#### [Task directions]
Report every line of the records below that contains the word "dead".

--- Data for processing Enclosed Below ---

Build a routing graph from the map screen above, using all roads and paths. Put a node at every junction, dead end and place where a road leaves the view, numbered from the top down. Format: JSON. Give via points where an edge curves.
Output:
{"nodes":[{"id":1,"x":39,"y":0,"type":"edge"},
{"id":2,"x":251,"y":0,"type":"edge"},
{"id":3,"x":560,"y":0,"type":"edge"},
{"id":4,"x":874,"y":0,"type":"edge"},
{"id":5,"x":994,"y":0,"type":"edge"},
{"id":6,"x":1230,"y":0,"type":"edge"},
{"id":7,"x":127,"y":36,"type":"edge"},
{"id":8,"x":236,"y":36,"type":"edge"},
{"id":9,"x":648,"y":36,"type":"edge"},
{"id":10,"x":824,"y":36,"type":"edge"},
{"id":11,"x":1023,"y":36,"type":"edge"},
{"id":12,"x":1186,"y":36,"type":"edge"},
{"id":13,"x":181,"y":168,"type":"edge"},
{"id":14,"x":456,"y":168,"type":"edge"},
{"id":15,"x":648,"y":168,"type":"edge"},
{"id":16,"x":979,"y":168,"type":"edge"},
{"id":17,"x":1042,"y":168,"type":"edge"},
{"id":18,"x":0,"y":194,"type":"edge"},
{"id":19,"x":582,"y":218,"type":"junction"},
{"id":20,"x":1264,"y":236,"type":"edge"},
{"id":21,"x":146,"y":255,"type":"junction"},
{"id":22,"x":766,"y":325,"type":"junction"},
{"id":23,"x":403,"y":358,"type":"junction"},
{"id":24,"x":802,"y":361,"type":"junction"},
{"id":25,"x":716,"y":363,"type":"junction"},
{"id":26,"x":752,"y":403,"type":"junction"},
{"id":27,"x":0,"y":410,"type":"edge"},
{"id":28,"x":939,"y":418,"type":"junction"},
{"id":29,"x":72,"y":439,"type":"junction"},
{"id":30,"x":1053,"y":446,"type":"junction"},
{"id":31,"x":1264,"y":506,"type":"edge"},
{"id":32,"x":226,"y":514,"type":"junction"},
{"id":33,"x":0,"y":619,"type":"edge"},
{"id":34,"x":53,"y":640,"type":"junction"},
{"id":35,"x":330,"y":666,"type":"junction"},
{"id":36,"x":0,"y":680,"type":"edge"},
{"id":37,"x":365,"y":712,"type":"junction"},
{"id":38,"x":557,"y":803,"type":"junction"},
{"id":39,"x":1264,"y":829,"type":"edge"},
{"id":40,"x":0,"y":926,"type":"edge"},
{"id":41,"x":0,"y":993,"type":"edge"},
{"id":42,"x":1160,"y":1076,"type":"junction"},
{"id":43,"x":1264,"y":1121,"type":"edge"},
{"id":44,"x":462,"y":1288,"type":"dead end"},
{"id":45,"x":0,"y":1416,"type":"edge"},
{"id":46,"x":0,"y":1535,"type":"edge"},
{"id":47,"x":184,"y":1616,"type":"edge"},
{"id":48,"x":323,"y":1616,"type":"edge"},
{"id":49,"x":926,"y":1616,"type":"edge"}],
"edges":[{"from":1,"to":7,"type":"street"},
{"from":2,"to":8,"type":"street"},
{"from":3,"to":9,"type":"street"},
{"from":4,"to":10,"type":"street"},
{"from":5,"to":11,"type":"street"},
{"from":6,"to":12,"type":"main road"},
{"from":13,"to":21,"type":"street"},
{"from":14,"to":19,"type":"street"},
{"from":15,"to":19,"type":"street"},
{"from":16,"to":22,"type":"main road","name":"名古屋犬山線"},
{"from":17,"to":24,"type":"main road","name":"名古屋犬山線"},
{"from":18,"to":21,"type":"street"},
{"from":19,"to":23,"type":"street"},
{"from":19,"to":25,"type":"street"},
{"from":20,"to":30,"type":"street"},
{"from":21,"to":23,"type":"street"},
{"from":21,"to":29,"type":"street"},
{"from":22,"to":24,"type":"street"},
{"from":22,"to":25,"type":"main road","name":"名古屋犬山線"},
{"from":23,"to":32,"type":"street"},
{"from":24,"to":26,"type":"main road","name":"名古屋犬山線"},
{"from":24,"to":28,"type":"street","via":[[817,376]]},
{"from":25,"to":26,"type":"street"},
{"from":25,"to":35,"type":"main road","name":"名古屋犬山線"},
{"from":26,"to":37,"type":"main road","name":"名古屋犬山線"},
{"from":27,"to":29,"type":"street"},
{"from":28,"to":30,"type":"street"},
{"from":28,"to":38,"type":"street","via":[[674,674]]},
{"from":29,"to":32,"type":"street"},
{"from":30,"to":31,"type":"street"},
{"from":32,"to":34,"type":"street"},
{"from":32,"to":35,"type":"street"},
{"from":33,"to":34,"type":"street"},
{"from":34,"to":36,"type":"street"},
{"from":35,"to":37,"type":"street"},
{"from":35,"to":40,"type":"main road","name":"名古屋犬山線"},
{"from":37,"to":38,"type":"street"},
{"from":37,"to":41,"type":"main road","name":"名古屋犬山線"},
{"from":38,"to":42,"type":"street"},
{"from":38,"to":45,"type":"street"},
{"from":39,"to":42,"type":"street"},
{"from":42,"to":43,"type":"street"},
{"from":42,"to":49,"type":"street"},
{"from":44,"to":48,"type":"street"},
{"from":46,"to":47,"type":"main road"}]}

--- End of Enclosed Data for processing ---

#### [Your response]
Build a routing graph from the map screen above, using all roads and paths. Put a node at every junction, dead end and place where a road leaves the view, numbered from the top down. Format: JSON. Give via points where an edge curves.
{"id":44,"x":462,"y":1288,"type":"dead end"},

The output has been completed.